[WHAT THE TASK ASKS] Lines with the word "wrist": copy all of them from the entries below.

[TASK INPUT]
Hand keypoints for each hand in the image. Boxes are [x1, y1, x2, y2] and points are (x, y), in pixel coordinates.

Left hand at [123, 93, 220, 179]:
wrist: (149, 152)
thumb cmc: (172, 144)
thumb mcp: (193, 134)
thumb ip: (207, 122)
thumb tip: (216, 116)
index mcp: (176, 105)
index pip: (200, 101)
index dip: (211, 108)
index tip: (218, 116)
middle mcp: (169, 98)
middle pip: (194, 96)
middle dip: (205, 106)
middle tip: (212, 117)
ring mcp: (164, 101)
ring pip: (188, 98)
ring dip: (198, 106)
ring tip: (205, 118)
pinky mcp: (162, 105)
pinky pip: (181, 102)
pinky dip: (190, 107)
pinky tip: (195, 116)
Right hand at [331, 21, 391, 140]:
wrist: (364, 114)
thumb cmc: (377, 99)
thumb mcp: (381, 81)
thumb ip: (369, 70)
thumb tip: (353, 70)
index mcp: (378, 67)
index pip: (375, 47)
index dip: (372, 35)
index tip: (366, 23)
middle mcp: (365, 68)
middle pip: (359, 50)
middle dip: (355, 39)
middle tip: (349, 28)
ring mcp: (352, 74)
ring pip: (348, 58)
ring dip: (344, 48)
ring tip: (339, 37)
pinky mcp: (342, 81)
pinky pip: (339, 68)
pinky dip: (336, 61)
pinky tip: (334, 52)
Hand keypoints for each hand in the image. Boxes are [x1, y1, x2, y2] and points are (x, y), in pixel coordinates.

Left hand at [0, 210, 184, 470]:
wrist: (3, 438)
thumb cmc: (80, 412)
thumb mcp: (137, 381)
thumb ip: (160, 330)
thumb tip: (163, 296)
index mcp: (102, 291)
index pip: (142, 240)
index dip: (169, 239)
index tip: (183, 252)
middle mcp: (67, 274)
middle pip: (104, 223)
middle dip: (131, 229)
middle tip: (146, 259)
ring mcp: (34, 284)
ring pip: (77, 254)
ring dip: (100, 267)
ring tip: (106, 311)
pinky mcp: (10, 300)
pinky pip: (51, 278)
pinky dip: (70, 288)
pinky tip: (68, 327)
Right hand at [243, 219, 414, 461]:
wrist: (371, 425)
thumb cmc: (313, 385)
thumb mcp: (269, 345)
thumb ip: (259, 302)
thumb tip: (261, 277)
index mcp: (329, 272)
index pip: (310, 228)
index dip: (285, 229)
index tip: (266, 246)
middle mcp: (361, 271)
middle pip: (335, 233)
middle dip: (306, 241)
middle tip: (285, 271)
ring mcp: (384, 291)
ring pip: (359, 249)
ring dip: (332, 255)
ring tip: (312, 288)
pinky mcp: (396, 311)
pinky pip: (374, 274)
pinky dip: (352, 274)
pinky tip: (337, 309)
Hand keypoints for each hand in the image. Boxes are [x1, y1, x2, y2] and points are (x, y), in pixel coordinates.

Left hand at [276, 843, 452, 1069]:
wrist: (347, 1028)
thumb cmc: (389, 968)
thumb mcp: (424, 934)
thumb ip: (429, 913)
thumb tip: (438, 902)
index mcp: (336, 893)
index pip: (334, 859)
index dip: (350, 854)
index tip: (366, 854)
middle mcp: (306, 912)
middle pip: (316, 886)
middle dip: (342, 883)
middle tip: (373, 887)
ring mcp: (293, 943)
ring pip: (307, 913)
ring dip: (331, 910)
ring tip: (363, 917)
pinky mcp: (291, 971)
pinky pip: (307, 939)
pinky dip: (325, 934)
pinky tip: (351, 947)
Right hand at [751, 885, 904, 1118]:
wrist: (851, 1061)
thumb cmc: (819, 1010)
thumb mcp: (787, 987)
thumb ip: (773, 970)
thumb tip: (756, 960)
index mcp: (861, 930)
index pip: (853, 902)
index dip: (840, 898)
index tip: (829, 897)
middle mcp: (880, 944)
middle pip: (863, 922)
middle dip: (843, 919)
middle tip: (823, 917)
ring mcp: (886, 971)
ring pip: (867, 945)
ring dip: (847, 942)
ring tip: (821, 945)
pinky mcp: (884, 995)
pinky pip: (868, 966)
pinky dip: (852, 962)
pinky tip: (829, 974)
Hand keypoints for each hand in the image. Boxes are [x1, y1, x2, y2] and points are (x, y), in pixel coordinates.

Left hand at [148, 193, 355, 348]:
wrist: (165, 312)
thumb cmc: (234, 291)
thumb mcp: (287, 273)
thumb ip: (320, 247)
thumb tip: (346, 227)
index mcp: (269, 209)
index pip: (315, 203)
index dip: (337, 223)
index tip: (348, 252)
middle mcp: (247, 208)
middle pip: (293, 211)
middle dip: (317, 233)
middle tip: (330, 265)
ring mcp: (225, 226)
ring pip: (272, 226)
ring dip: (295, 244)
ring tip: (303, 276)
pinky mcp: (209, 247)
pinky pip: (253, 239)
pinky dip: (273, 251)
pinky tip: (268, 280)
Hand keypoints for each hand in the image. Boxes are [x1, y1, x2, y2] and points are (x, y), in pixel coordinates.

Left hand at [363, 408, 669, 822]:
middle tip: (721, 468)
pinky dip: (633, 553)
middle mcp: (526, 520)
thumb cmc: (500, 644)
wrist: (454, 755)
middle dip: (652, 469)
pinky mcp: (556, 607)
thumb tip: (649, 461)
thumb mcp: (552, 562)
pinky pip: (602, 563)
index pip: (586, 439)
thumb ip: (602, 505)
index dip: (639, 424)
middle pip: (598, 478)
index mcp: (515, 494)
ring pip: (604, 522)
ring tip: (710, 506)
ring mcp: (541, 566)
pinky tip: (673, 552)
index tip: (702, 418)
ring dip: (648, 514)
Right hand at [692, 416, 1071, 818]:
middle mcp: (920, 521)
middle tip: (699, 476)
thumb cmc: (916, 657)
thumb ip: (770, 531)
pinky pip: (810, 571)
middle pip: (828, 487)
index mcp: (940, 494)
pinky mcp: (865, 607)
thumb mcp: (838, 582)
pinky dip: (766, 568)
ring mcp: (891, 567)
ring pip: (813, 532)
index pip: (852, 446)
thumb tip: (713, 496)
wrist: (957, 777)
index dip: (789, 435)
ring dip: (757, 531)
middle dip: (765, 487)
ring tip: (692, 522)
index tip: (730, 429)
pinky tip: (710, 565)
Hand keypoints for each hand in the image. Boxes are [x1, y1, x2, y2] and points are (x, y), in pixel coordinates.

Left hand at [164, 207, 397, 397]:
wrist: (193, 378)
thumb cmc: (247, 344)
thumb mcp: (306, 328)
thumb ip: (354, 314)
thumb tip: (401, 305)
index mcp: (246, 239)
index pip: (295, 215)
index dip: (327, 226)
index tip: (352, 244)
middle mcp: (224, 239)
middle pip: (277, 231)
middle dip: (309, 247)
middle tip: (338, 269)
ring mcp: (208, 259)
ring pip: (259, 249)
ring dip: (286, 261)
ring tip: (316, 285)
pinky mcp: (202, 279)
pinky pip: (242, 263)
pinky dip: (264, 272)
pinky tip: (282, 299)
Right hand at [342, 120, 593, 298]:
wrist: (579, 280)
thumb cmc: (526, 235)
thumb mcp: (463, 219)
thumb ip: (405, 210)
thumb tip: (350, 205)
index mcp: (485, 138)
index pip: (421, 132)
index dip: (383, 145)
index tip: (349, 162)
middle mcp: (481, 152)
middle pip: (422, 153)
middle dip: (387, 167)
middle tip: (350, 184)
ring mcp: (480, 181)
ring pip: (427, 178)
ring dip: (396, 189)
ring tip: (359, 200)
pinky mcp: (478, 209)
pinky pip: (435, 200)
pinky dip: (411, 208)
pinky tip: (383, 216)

[WRITTEN RESPONSE]
wrist: (149, 152)
wrist: (364, 114)
wrist: (3, 438)
wrist: (371, 425)
wrist: (347, 1028)
wrist: (851, 1061)
wrist: (165, 312)
wrist: (454, 755)
wrist: (957, 777)
wrist: (193, 378)
wrist: (579, 280)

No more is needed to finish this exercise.